China’s planned national carbon-trading program will cover eight industries when it starts up in 2017, the nation’s top economic planning agency said in a statement on Friday.

The petrochemical and power industries will be included, along with chemicals, construction material, nonferrous metals, steel, papermaking and aviation, the National Development and Reform Commission said.

The start of a national pollution-trading system is part of a larger push by China to cut global-warming emissions for its most polluting industries. The country has previously committed to bringing emissions to a peak around 2030. Additionally, the world’s most-populous nation has aggressively pushed solar and wind power development.

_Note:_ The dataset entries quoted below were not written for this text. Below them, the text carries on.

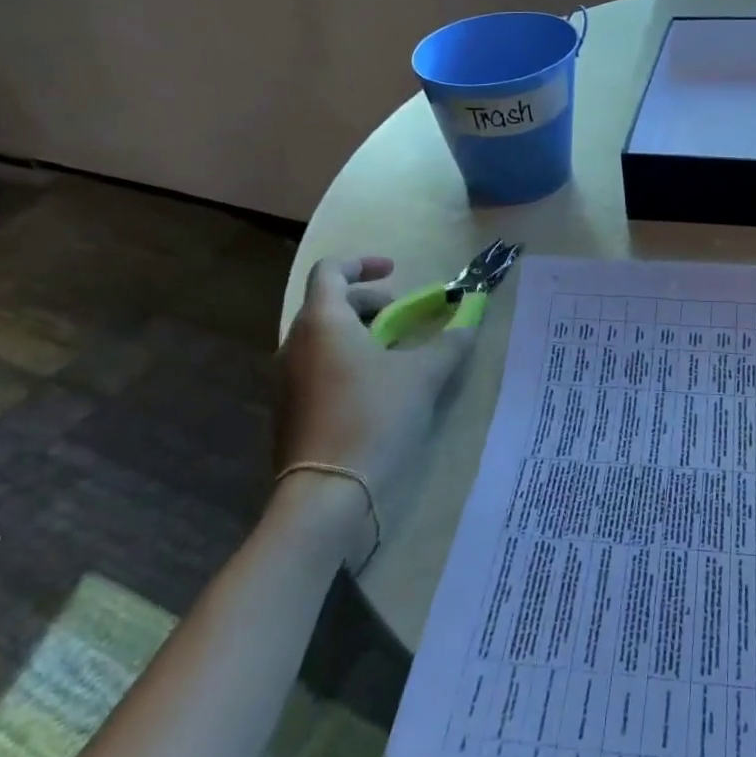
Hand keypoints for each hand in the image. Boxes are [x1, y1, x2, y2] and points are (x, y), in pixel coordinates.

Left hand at [275, 256, 474, 499]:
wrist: (326, 494)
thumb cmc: (374, 416)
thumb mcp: (423, 375)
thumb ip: (449, 343)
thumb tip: (469, 322)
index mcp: (322, 321)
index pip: (330, 269)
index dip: (363, 262)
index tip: (395, 272)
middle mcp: (295, 343)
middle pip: (328, 303)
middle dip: (368, 302)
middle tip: (401, 316)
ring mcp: (286, 379)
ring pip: (322, 337)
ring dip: (358, 333)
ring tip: (393, 353)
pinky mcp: (288, 410)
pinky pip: (317, 367)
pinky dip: (345, 361)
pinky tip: (375, 389)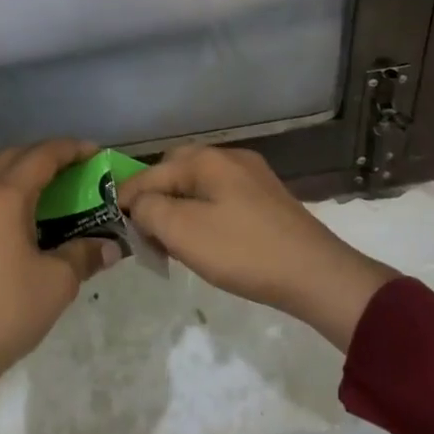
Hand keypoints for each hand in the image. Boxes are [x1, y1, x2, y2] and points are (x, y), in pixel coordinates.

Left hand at [0, 138, 122, 373]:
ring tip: (57, 192)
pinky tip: (31, 220)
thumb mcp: (57, 282)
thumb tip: (109, 247)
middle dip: (46, 156)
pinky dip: (12, 198)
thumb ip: (84, 255)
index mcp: (4, 197)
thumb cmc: (8, 307)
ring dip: (26, 177)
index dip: (71, 150)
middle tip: (76, 169)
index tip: (97, 153)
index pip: (41, 156)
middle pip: (14, 158)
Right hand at [118, 145, 397, 350]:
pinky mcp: (267, 200)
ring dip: (179, 209)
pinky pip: (220, 198)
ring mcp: (252, 177)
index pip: (150, 174)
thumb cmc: (243, 251)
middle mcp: (229, 158)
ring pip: (198, 186)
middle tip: (145, 233)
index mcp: (206, 160)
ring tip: (171, 241)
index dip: (128, 200)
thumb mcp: (183, 232)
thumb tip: (139, 205)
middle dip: (155, 199)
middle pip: (174, 172)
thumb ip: (149, 210)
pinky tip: (205, 240)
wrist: (317, 276)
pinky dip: (203, 215)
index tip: (116, 228)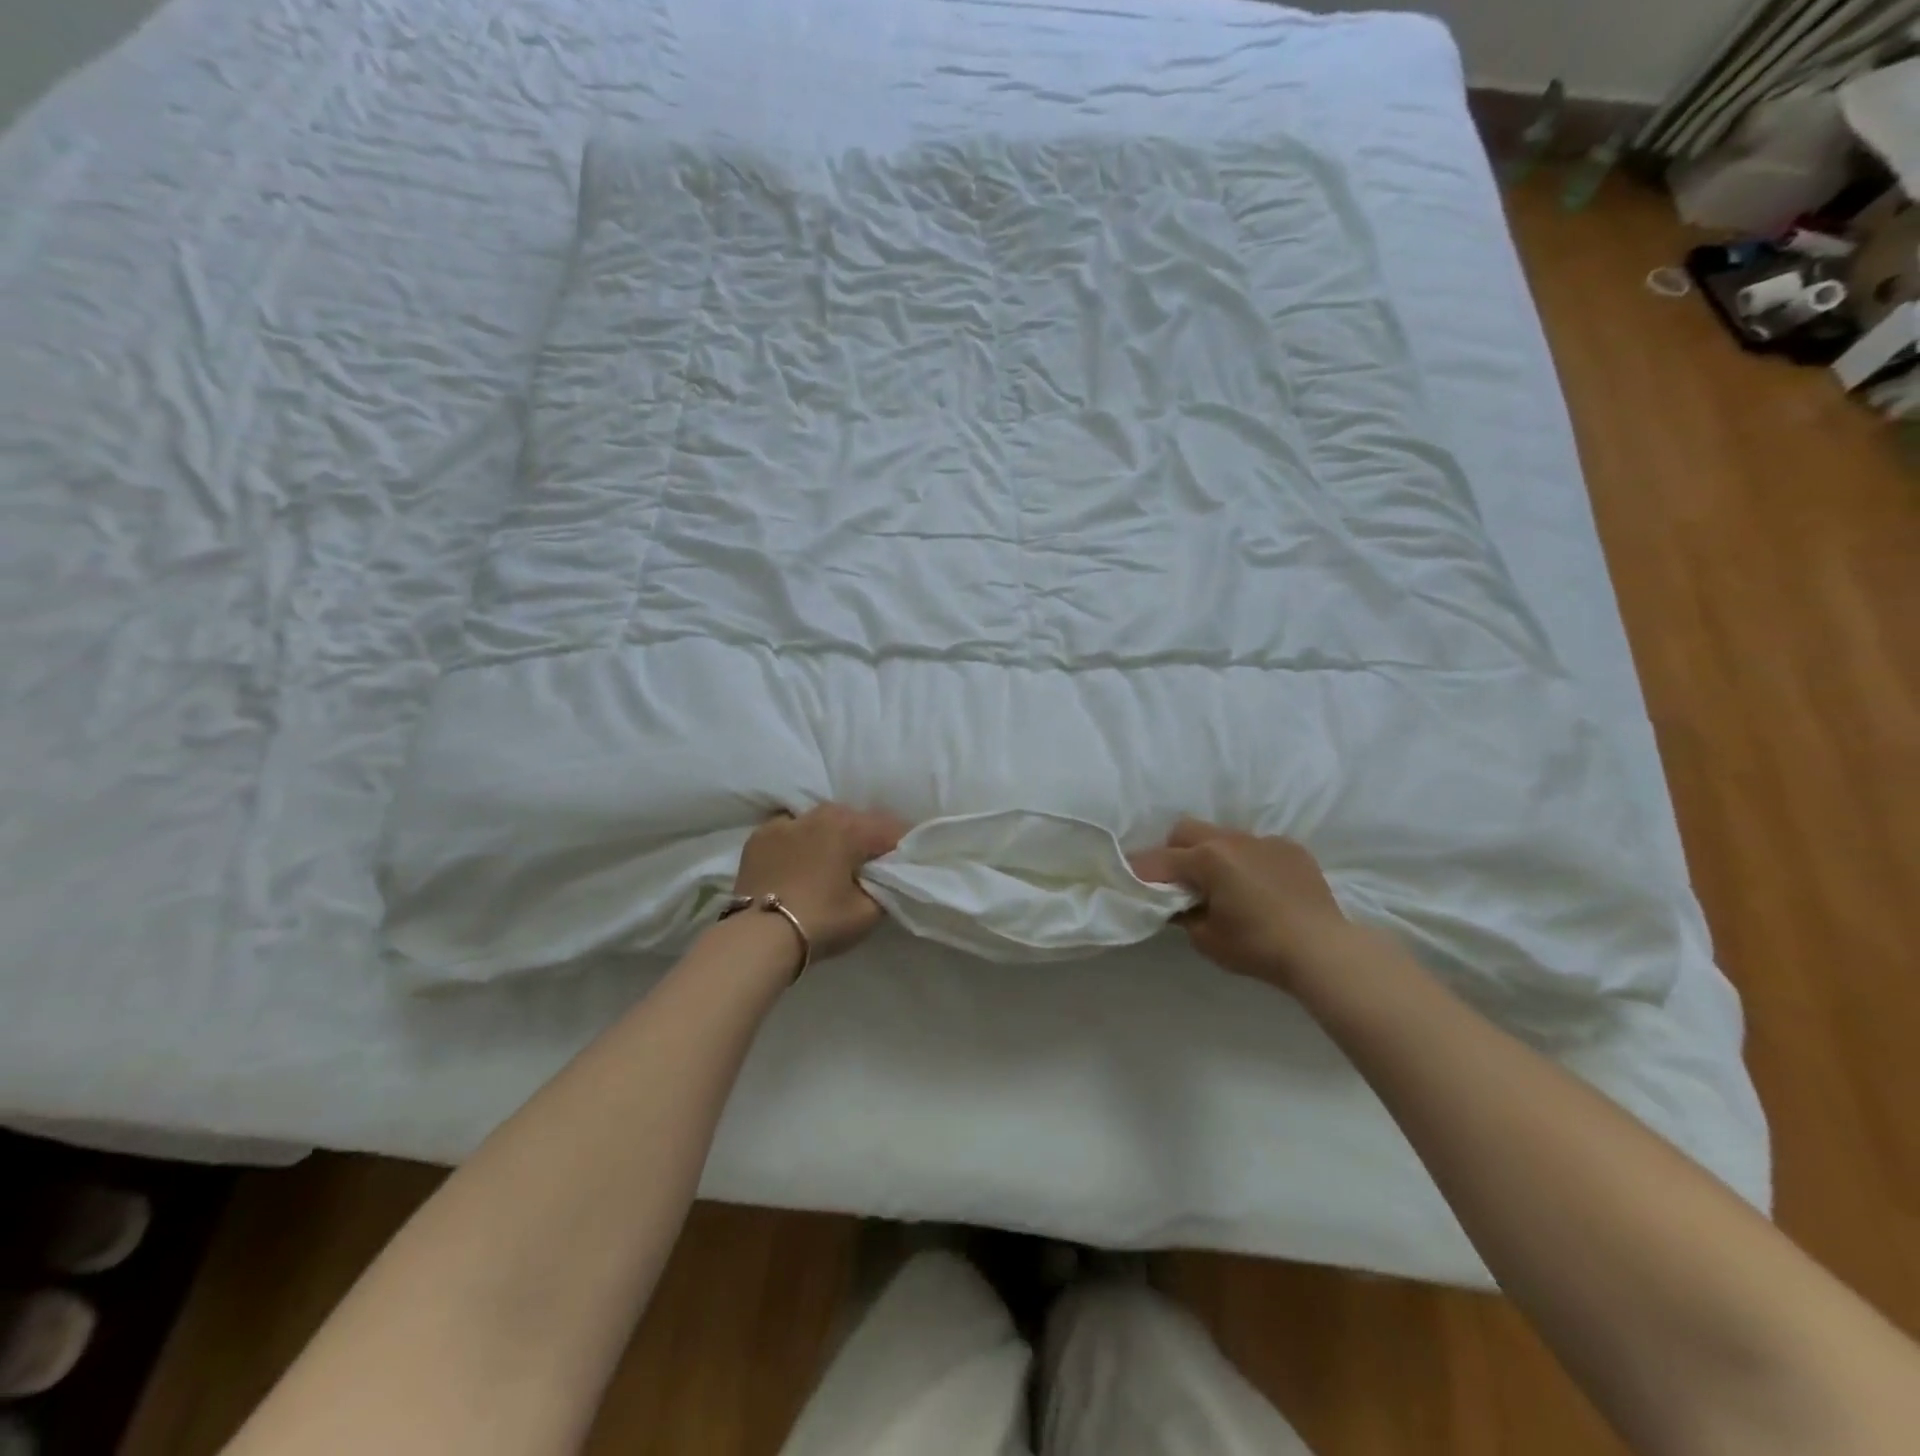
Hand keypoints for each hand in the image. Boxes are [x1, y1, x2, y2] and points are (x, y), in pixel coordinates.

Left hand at [733, 804, 907, 961]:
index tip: (905, 861)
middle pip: (855, 819)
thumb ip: (885, 888)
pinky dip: (799, 840)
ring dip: (832, 834)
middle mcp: (820, 815)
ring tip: (832, 858)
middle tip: (870, 861)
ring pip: (820, 820)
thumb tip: (886, 878)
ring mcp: (786, 822)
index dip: (902, 845)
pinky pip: (790, 829)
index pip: (889, 829)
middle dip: (866, 837)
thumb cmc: (821, 921)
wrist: (758, 937)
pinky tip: (799, 858)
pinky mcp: (759, 835)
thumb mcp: (867, 913)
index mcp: (851, 828)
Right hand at [1131, 818, 1351, 988]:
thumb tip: (1177, 904)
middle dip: (1173, 851)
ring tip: (1222, 883)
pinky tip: (1259, 887)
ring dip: (1211, 853)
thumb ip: (1183, 915)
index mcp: (1206, 859)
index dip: (1140, 872)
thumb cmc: (1257, 947)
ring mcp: (1264, 840)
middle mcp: (1231, 840)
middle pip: (1185, 830)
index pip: (1159, 861)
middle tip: (1178, 882)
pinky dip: (1247, 861)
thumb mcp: (1206, 939)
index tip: (1129, 881)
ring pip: (1222, 835)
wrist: (1323, 950)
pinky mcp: (1290, 848)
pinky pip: (1256, 846)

The nationwide carbon market will be developed using a cap-and-trade system, which provides a mechanism for the biggest corporate polluters to buy credits from those that don’t pollute as much. The idea is that the emissions-trading system prompts companies to cut their emissions so they can sell their unused allocations.

China already has seven pilot programs running around the country.

The market will cover companies in the eight industries with combined energy consumption of at least 10,000 metric tons of standard coal in any year between 2013 and 2015, it said.

The NDRC has asked China’s Civil Aviation Administration, industry associations and local authorities to report companies that can be included in the trading system by the end of February.

The agency said it will issue plans clarifying emission quotas later this year.